[Opening STUDY MATERIAL section]

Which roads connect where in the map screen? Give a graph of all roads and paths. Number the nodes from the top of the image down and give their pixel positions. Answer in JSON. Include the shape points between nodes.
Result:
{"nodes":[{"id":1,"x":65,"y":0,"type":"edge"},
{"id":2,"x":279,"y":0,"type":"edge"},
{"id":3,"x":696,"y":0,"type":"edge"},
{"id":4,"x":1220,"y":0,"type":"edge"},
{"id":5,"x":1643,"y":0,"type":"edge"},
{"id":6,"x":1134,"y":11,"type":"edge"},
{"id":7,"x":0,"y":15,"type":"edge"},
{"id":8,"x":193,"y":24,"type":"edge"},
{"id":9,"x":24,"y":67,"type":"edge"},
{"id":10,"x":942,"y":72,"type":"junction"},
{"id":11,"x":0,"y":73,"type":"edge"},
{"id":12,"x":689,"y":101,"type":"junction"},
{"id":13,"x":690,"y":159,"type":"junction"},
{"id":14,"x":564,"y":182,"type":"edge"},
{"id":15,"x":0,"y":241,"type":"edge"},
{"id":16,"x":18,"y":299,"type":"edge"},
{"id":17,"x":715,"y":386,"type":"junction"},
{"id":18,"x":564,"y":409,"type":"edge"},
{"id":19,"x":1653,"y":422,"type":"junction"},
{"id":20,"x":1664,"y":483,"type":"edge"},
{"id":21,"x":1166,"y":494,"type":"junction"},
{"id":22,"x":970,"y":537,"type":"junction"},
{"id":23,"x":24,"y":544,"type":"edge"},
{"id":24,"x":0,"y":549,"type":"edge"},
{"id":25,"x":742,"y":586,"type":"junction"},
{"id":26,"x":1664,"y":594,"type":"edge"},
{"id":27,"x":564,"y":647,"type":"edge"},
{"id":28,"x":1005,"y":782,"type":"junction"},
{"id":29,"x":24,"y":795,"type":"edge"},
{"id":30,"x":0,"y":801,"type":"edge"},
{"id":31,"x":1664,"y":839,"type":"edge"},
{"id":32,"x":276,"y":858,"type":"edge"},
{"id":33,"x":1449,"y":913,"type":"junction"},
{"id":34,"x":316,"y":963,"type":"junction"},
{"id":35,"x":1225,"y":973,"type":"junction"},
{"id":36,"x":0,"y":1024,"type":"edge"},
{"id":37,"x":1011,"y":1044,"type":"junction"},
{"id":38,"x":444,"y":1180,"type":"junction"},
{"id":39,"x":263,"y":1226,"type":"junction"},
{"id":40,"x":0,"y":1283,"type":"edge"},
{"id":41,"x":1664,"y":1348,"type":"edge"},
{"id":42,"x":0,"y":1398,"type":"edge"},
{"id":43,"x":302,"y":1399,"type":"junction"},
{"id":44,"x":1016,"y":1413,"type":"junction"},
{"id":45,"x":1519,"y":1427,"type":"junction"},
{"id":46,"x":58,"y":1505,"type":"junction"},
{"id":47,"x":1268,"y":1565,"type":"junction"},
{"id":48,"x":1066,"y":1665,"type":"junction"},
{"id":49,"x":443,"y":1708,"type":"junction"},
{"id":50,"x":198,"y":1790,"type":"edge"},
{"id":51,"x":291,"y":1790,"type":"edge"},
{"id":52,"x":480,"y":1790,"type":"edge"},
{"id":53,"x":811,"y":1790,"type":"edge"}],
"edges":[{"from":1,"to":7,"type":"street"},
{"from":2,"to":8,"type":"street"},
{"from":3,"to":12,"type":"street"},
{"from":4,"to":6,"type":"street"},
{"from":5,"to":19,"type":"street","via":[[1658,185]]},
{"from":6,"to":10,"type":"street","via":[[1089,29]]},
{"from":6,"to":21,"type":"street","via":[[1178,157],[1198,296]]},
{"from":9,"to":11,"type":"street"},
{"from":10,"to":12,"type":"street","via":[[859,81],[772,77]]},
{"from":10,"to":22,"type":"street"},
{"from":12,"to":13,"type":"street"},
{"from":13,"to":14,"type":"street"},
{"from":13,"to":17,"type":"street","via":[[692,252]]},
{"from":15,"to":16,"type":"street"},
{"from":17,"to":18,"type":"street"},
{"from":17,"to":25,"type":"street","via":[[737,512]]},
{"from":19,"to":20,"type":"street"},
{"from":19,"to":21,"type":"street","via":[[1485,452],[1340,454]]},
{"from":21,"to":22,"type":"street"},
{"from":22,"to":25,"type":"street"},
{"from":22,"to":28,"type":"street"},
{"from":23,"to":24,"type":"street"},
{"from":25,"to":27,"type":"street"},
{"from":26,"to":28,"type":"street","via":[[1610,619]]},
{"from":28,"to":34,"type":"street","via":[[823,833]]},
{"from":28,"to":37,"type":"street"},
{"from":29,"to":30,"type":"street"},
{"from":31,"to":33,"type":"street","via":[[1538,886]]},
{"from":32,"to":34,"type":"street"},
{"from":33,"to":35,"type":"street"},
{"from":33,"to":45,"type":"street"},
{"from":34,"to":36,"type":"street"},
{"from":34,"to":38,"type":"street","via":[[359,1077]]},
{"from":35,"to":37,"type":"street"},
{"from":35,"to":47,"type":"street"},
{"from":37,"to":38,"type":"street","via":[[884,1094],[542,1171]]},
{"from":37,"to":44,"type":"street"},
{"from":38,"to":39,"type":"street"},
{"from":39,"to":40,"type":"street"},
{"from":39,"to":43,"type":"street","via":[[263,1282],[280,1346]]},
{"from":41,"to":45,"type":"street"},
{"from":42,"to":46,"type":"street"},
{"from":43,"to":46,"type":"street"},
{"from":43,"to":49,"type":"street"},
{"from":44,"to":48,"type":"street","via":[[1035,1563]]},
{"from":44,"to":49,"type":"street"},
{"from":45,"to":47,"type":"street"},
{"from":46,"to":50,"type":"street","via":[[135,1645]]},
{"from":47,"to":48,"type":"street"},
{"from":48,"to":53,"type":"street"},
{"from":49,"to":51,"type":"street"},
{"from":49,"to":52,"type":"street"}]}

[Closing STUDY MATERIAL section]

WHAT IS NEEDED:
Look through the material for "nodes". Copy each line that has it.

YOUR RESPONSE:
Which roads connect where in the map screen? Give a graph of all roads and paths. Number the nodes from the top of the image down and give their pixel positions. Answer in JSON. Include the shape points between nodes.
{"nodes":[{"id":1,"x":65,"y":0,"type":"edge"},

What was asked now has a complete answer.